- Promotional poster featuring various TNA wrestlers
- Promotion: Total Nonstop Action Wrestling
- Date: June 12, 2011
- City: Orlando, Florida
- Venue: Impact Zone
- Attendance: 1,100

Pay-per-view chronology
| ← Previous Sacrifice | Next → Destination X |

Slammiversary chronology
| ← Previous VIII | Next → 10 |

= Slammiversary IX =

2011 Total Nonstop Action Wrestling pay-per-view event

Slammiversary IX was a professional wrestling pay-per-view event produced by Total Nonstop Action Wrestling (TNA), which took place on June 12, 2011, at the Impact Wrestling Zone in Orlando, Florida. It was the seventh event under the Slammiversary chronology.

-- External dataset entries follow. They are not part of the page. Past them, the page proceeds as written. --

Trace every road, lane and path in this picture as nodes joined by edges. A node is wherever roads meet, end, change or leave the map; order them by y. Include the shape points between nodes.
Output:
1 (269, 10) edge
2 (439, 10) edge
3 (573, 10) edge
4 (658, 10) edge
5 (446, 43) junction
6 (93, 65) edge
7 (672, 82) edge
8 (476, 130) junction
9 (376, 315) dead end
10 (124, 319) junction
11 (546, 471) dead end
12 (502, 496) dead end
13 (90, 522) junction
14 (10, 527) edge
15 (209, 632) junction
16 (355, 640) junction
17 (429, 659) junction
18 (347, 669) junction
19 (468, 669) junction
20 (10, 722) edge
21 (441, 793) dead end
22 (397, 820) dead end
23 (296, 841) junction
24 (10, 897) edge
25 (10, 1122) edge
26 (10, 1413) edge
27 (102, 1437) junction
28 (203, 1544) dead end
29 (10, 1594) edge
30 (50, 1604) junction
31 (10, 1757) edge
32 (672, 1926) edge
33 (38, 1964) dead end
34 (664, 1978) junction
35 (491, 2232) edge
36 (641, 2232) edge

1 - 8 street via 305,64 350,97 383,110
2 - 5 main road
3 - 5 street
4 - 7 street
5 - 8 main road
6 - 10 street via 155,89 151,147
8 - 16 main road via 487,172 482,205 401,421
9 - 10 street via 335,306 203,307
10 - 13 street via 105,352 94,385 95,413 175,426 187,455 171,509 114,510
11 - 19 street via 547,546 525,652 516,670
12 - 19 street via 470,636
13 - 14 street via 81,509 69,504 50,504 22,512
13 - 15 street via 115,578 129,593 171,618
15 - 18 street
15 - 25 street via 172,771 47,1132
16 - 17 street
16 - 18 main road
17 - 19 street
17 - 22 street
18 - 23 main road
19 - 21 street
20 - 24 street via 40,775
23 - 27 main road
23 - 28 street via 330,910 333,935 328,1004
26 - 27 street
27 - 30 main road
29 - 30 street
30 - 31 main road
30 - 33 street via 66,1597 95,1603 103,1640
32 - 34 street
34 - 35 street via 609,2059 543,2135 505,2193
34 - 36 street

In October 2017, with the launch of the Global Wrestling Network, the event became available to stream on demand.

==Storylines==

Other on-screen personnel
| Commentator | Mike Tenay |
Taz
| Ring announcer | Jeremy Borash |
| Referee | Rudy Charles |
Mark "Slick" Johnson
Andrew Thomas
| Interviewers | Jeremy Borash |

Slammiversary featured eight professional wrestling matches that involved different wrestlers from pre-existing scripted feuds and storylines. Wrestlers portrayed villains, heroes, or less distinguishable characters in the scripted events that built tension and culminated in a wrestling match or series of matches.

The predominant feud on the card was between Jeff Jarrett and Kurt Angle. Jarrett wanted Kurt's Olympic Gold Medal since he had already "taken away everything else" from Angle, including his wife and kids. TNA officials made the match a #1 contender's match as well, meaning the winner would be next in line to challenge for the TNA World Heavyweight Championship. Karen Jarrett, Kurt's ex-wife and Jeff's current wife, had been costing Kurt the matches against Jeff at the last few pay-per-views. Angle enlisted the aid of Chyna to get rid of Karen, but this didn't work. Angle confronted Karen, and after a scuffle between the two of them and Jeff, Karen fell down a flight of stairs. This injured her to the point that she would not be able to attend the match at Slammiversary.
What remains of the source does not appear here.